From the first line to the last, reproduce the records below exactly, omitting any picture.

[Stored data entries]
━━━━━━━━━━━━━━━━━━━━━━━━━━━━━━
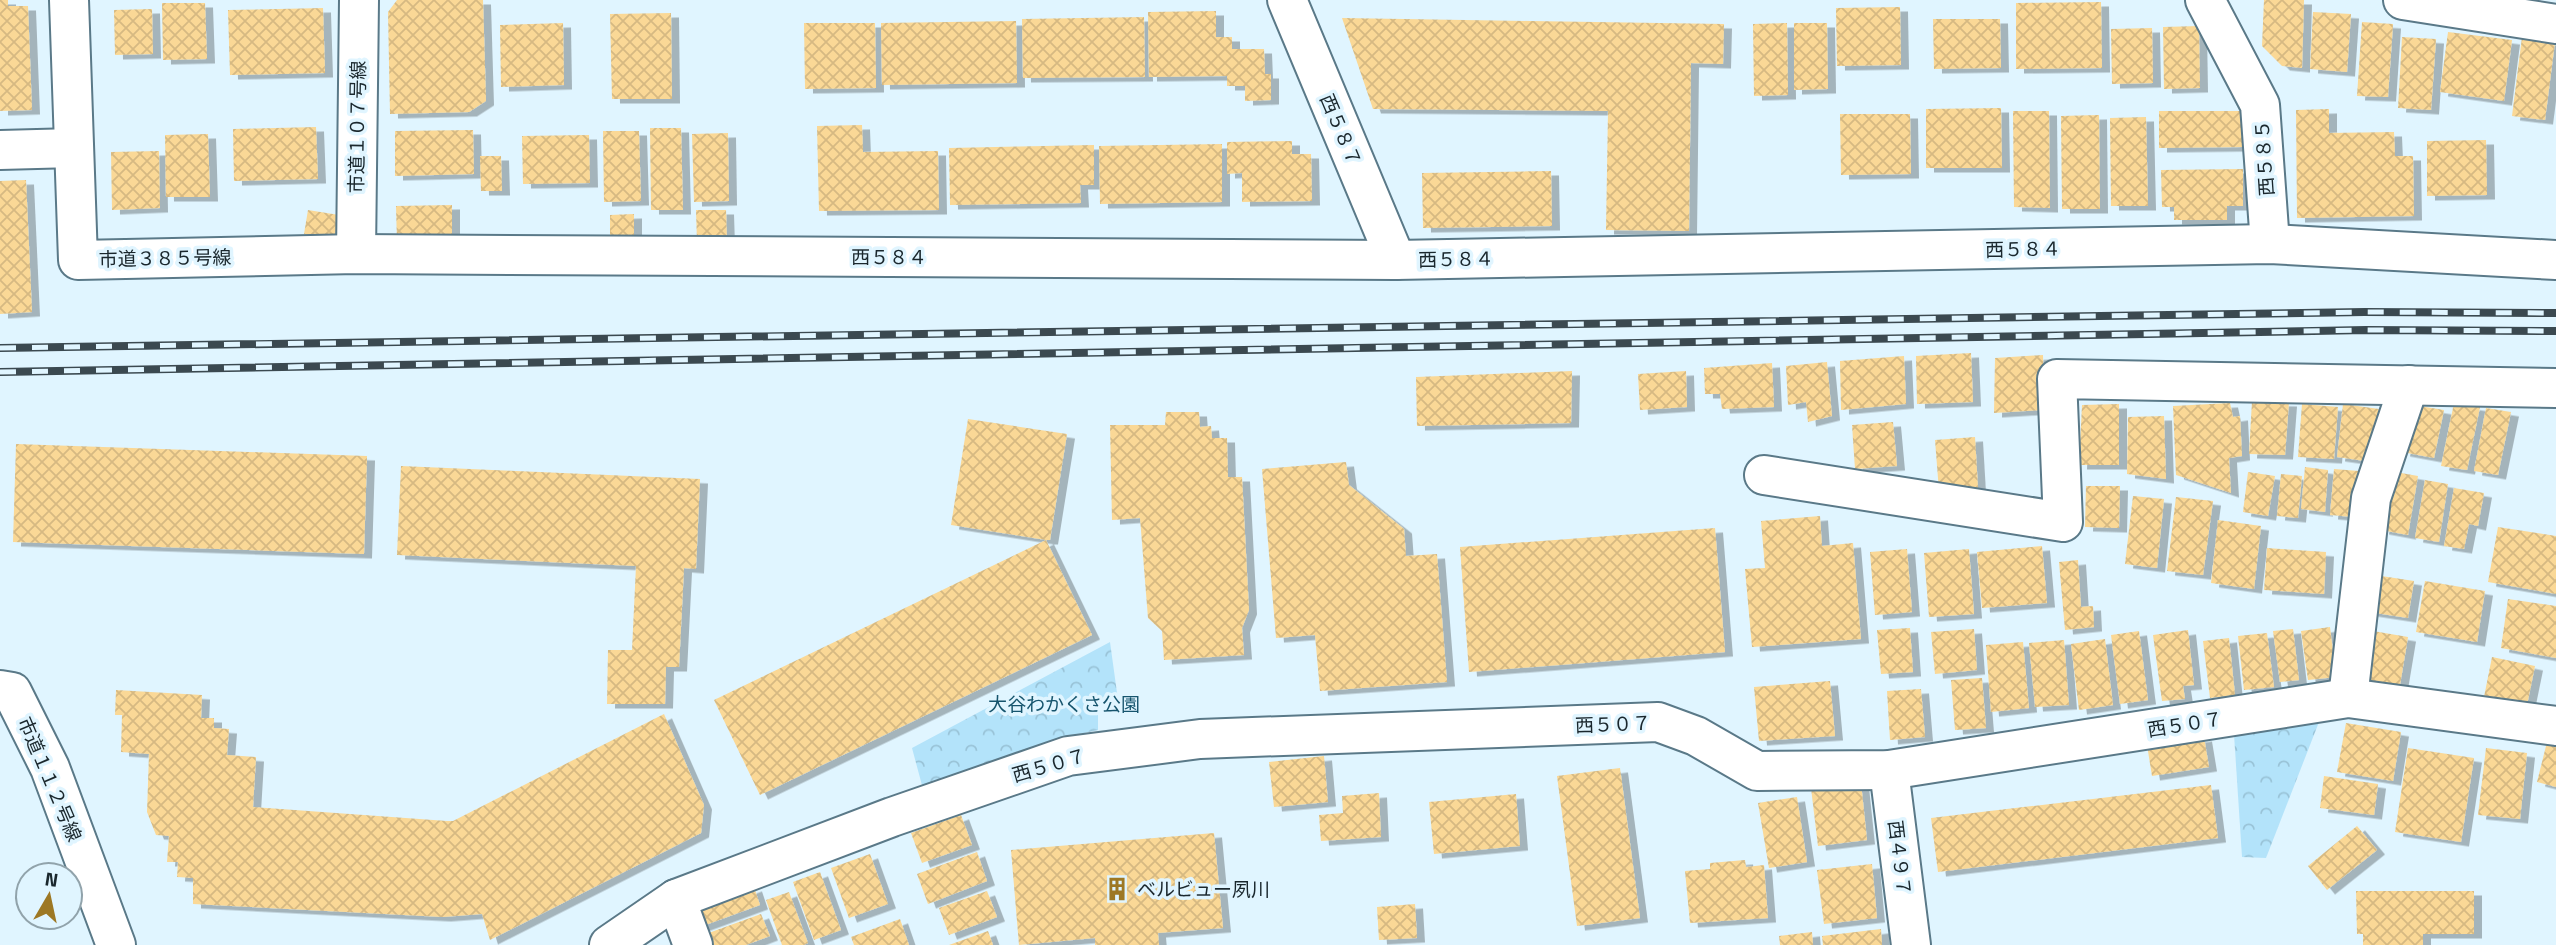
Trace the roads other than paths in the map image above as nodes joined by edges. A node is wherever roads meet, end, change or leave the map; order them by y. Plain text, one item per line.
1 (69, 0) edge
2 (359, 0) edge
3 (1287, 0) edge
4 (2205, 0) edge
5 (2403, 0) edge
6 (2556, 24) edge
7 (75, 148) junction
8 (0, 150) edge
9 (2270, 244) junction
10 (356, 254) junction
11 (1396, 260) junction
12 (2556, 260) edge
13 (2409, 385) junction
14 (2556, 388) edge
15 (1764, 475) dead end
16 (6, 691) edge
17 (2348, 698) junction
18 (2556, 726) edge
19 (1889, 770) junction
20 (676, 899) junction
21 (116, 945) edge
22 (609, 945) edge
23 (693, 945) edge
24 (1911, 945) edge

1 - 7 street
2 - 10 street, 市道１０７号線
3 - 11 street, 西５８７
4 - 9 street, 西５８５
5 - 6 street
7 - 8 street
7 - 10 street, 市道３８５号線
9 - 11 street, 西５８４
9 - 12 street, 西５８４
10 - 11 street, 西５８４
13 - 14 street
13 - 15 street
13 - 17 street
16 - 21 street, 市道１１２号線
17 - 18 street, 西５０７
17 - 19 street, 西５０７
19 - 20 street, 西５０７
19 - 24 street, 西４９７
20 - 22 street, 西５０７
20 - 23 street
━━━━━━━━━━━━━━━━━━━━━━━━━━━━━━
Result below:
Trace the roads other than paths in the map image above as nodes joined by edges. A node is wherever roads meet, end, change or leave the map; order them by y. Plain text, one item per line.
1 (69, 0) edge
2 (359, 0) edge
3 (1287, 0) edge
4 (2205, 0) edge
5 (2403, 0) edge
6 (2556, 24) edge
7 (75, 148) junction
8 (0, 150) edge
9 (2270, 244) junction
10 (356, 254) junction
11 (1396, 260) junction
12 (2556, 260) edge
13 (2409, 385) junction
14 (2556, 388) edge
15 (1764, 475) dead end
16 (6, 691) edge
17 (2348, 698) junction
18 (2556, 726) edge
19 (1889, 770) junction
20 (676, 899) junction
21 (116, 945) edge
22 (609, 945) edge
23 (693, 945) edge
24 (1911, 945) edge

1 - 7 street
2 - 10 street, 市道１０７号線
3 - 11 street, 西５８７
4 - 9 street, 西５８５
5 - 6 street
7 - 8 street
7 - 10 street, 市道３８５号線
9 - 11 street, 西５８４
9 - 12 street, 西５８４
10 - 11 street, 西５８４
13 - 14 street
13 - 15 street
13 - 17 street
16 - 21 street, 市道１１２号線
17 - 18 street, 西５０７
17 - 19 street, 西５０７
19 - 20 street, 西５０７
19 - 24 street, 西４９７
20 - 22 street, 西５０７
20 - 23 street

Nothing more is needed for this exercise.